2 Keys to Advancing your Career
Hopefully, at this stage of your career, you’ve discovered that the number one key to advancing your long-term career and your reputation is not friendliness, expertise, or even talent. While all those qualities are admirable, I would argue that your family, customers, and co-workers judge you on more than anything is reliability. In other words, you don’t make excuses, you simply deliver as promised – every time. That’s easy – until things go wrong.
When everything goes well, chances are your customers and co-workers are not delighted. They are merely getting what they expected so they are satisfied. That doesn’t mean they are loyal or that they’d recommend you. Or promote you or give you a raise. Over the longer term when things go wrong (as eventually they will), or seem hard or inconvenient – that’s when people see if you are actually trust-worthy.
Assuming you are reliable – (even when things go wrong), here’s a second key to boosting your reputation – exceeding expectations. The good news is this is often much easier than it sounds.

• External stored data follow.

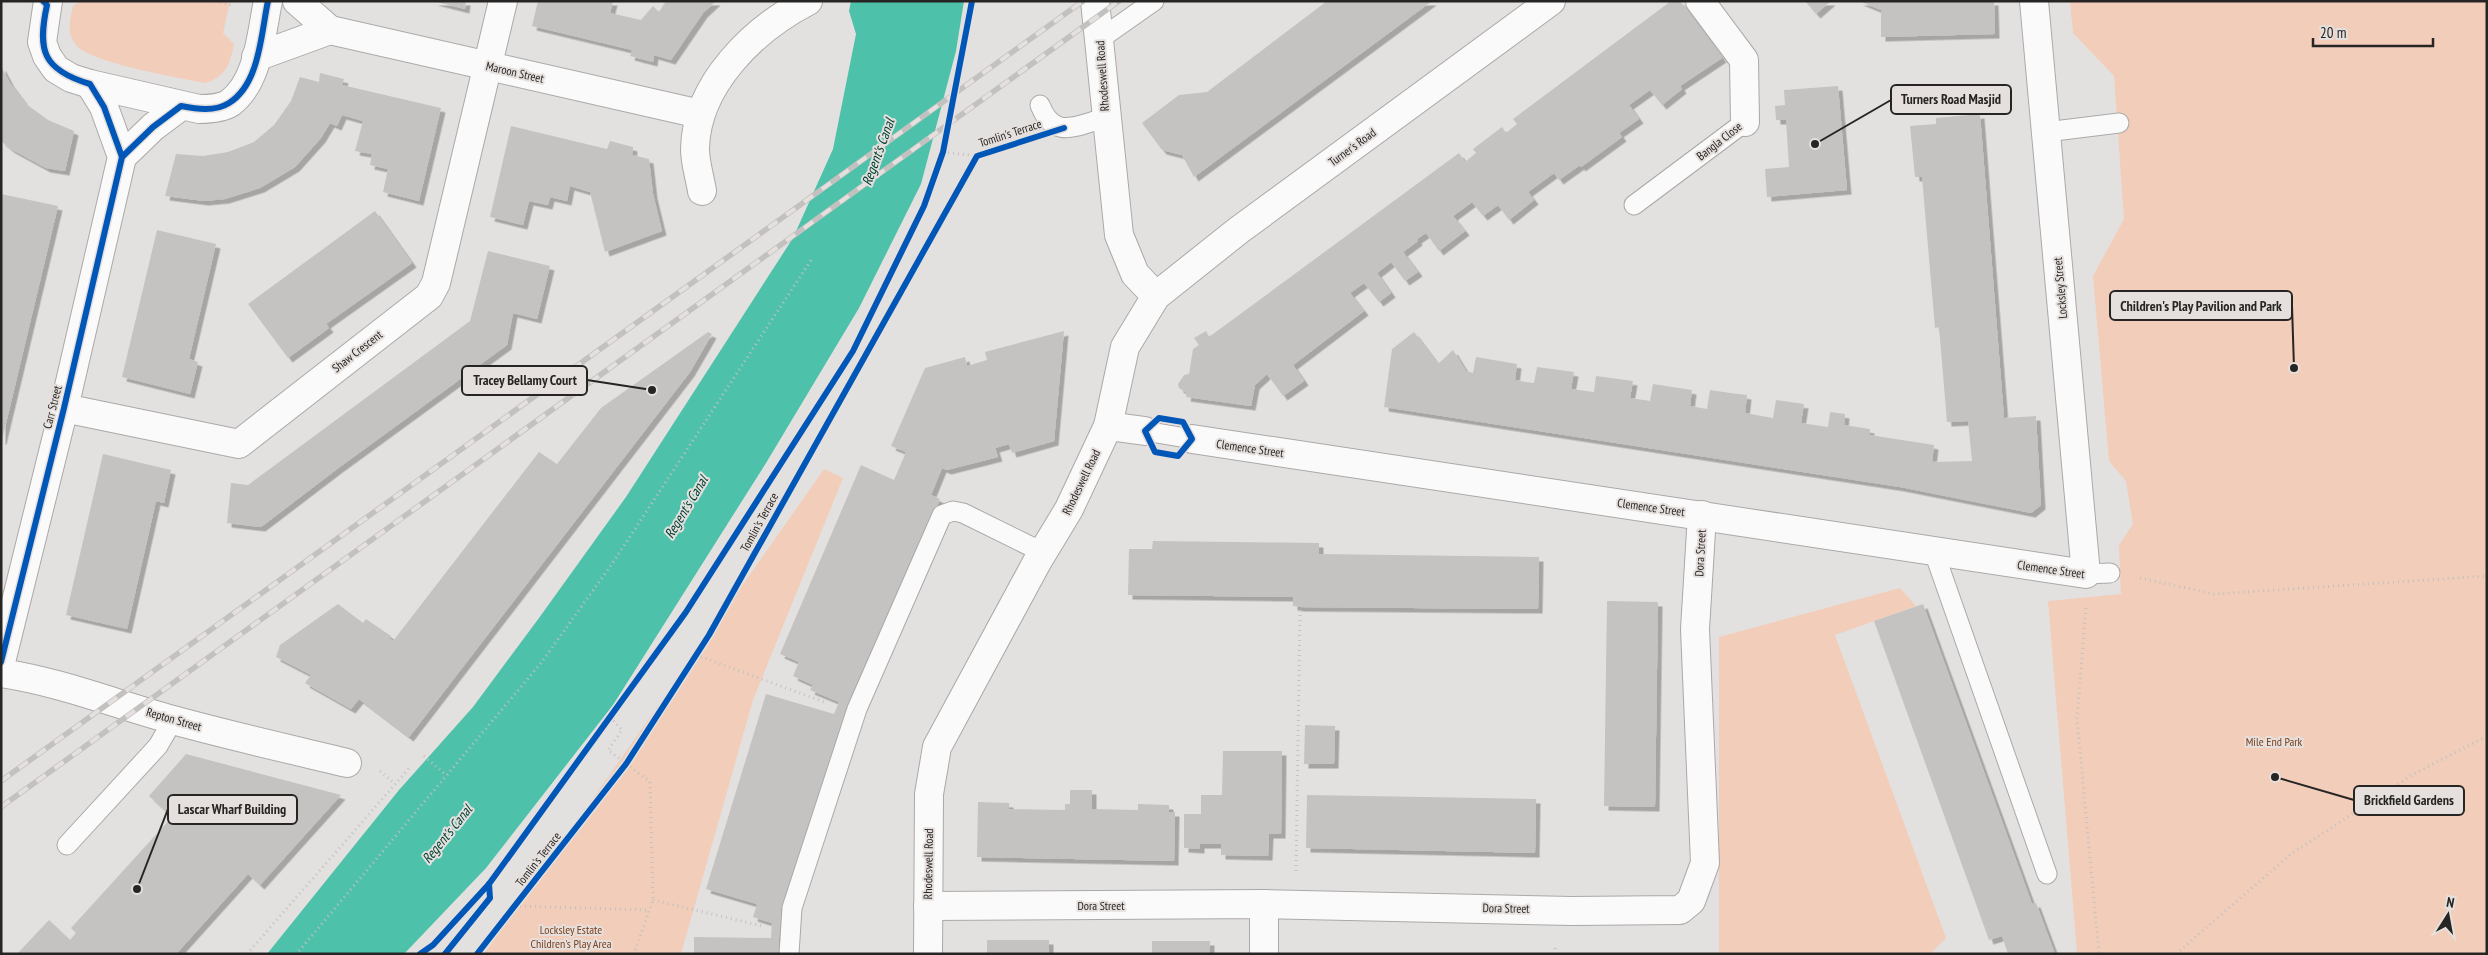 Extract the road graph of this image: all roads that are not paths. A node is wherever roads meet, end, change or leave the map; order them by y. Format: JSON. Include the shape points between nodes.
{"nodes":[{"id":1,"x":268,"y":1,"type":"edge"},
{"id":2,"x":297,"y":1,"type":"edge"},
{"id":3,"x":503,"y":1,"type":"edge"},
{"id":4,"x":1095,"y":1,"type":"edge"},
{"id":5,"x":1154,"y":1,"type":"edge"},
{"id":6,"x":1551,"y":1,"type":"edge"},
{"id":7,"x":1700,"y":1,"type":"edge"},
{"id":8,"x":2034,"y":1,"type":"edge"},
{"id":9,"x":806,"y":2,"type":"edge"},
{"id":10,"x":46,"y":3,"type":"edge"},
{"id":11,"x":330,"y":30,"type":"junction"},
{"id":12,"x":1100,"y":38,"type":"junction"},
{"id":13,"x":256,"y":57,"type":"junction"},
{"id":14,"x":488,"y":66,"type":"junction"},
{"id":15,"x":90,"y":84,"type":"junction"},
{"id":16,"x":181,"y":106,"type":"junction"},
{"id":17,"x":1040,"y":106,"type":"dead end"},
{"id":18,"x":700,"y":114,"type":"junction"},
{"id":19,"x":1105,"y":118,"type":"junction"},
{"id":20,"x":1745,"y":122,"type":"joint"},
{"id":21,"x":2119,"y":123,"type":"dead end"},
{"id":22,"x":2046,"y":132,"type":"junction"},
{"id":23,"x":122,"y":157,"type":"junction"},
{"id":24,"x":702,"y":191,"type":"dead end"},
{"id":25,"x":1634,"y":205,"type":"dead end"},
{"id":26,"x":1156,"y":296,"type":"junction"},
{"id":27,"x":64,"y":408,"type":"junction"},
{"id":28,"x":1108,"y":426,"type":"junction"},
{"id":29,"x":1145,"y":431,"type":"joint"},
{"id":30,"x":1192,"y":439,"type":"joint"},
{"id":31,"x":1702,"y":514,"type":"junction"},
{"id":32,"x":1934,"y":552,"type":"junction"},
{"id":33,"x":1044,"y":553,"type":"junction"},
{"id":34,"x":2098,"y":574,"type":"joint"},
{"id":35,"x":1,"y":662,"type":"edge"},
{"id":36,"x":1,"y":673,"type":"edge"},
{"id":37,"x":172,"y":720,"type":"junction"},
{"id":38,"x":347,"y":763,"type":"dead end"},
{"id":39,"x":67,"y":845,"type":"dead end"},
{"id":40,"x":2047,"y":874,"type":"dead end"},
{"id":41,"x":1264,"y":904,"type":"junction"},
{"id":42,"x":928,"y":906,"type":"junction"},
{"id":43,"x":789,"y":954,"type":"edge"},
{"id":44,"x":928,"y":954,"type":"edge"},
{"id":45,"x":1264,"y":954,"type":"edge"}],
"edges":[{"from":1,"to":13,"type":"street"},
{"from":2,"to":11,"type":"street","name":"Maroon Street"},
{"from":3,"to":14,"type":"street","name":"Shaw Crescent"},
{"from":4,"to":12,"type":"street","name":"Rhodeswell Road"},
{"from":5,"to":12,"type":"lane"},
{"from":6,"to":26,"type":"street","name":"Turner's Road","via":[[1239,230]]},
{"from":7,"to":20,"type":"street","name":"Bangla Close","via":[[1744,60]]},
{"from":8,"to":22,"type":"street","name":"Locksley Street"},
{"from":9,"to":18,"type":"street","via":[[747,43],[723,73]]},
{"from":10,"to":15,"type":"street","via":[[42,42],[47,56],[56,69]]},
{"from":11,"to":13,"type":"street"},
{"from":11,"to":14,"type":"street","name":"Maroon Street"},
{"from":12,"to":19,"type":"street","name":"Rhodeswell Road"},
{"from":13,"to":16,"type":"street","via":[[248,81],[230,103],[207,109]]},
{"from":14,"to":18,"type":"street","name":"Maroon Street"},
{"from":14,"to":27,"type":"street","name":"Shaw Crescent","via":[[436,283],[429,296],[238,444]]},
{"from":15,"to":16,"type":"street"},
{"from":15,"to":23,"type":"street","via":[[104,107]]},
{"from":16,"to":23,"type":"street"},
{"from":17,"to":19,"type":"lane","via":[[1052,126],[1064,128]]},
{"from":18,"to":24,"type":"street","via":[[695,150]]},
{"from":19,"to":26,"type":"street","name":"Rhodeswell Road","via":[[1119,235],[1135,274]]},
{"from":20,"to":25,"type":"lane","name":"Bangla Close"},
{"from":21,"to":22,"type":"lane"},
{"from":22,"to":34,"type":"street","name":"Locksley Street"},
{"from":23,"to":27,"type":"street","name":"Carr Street"},
{"from":26,"to":28,"type":"street","name":"Rhodeswell Road","via":[[1125,347]]},
{"from":27,"to":35,"type":"street","name":"Carr Street"},
{"from":28,"to":29,"type":"street","name":"Clemence Street"},
{"from":28,"to":33,"type":"street","name":"Rhodeswell Road","via":[[1069,510]]},
{"from":29,"to":30,"type":"lane","name":"Clemence Street"},
{"from":30,"to":31,"type":"street","name":"Clemence Street"},
{"from":31,"to":32,"type":"street","name":"Clemence Street"},
{"from":31,"to":41,"type":"street","name":"Dora Street","via":[[1695,629],[1705,863],[1691,901],[1680,910]]},
{"from":32,"to":34,"type":"street","name":"Clemence Street"},
{"from":32,"to":40,"type":"lane"},
{"from":33,"to":42,"type":"street","name":"Rhodeswell Road","via":[[937,747],[929,794]]},
{"from":33,"to":43,"type":"lane","via":[[963,513],[953,511],[942,515],[856,713],[792,908]]},
{"from":36,"to":37,"type":"street","name":"Repton Street","via":[[83,691]]},
{"from":37,"to":38,"type":"street","name":"Repton Street"},
{"from":37,"to":39,"type":"lane","via":[[158,746]]},
{"from":41,"to":42,"type":"street","name":"Dora Street"},
{"from":41,"to":45,"type":"street"},
{"from":42,"to":44,"type":"street","name":"Rhodeswell Road"}]}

A couple of examples:
- You think you can complete a customer request within the next 3 hours. You ask the customer when they need it by. They reply, “Within 3 days”. Your commitment, “You’ll have it within 24 hours.”
- A customer shipment arrives slightly damaged. Since shipping for this product is so expensive or slow, you’re prepared to give the customer up to 40% off for accepting the defect. Instead of offering that percentage, you apologize, state that you want to be fair and ask, “What do you think would be fair?” The customer says a 10% refund would be acceptable. You reply that in appreciation for their business and by way of apology you’ll double that amount and give them 20% off.
In both scenarios you are exceeding customer expectations, so they are likely delighted, feeling more loyal than before the foul-up, and more inclined to recommend you. And you are giving yourself more time and giving away less than what you were prepared to offer. The key is beginning by asking the customer what their expectations are, and then exceeding them.
How about you and your team members? Is there room for improvement in the way you’re establishing customer expectations and delivering on those promises?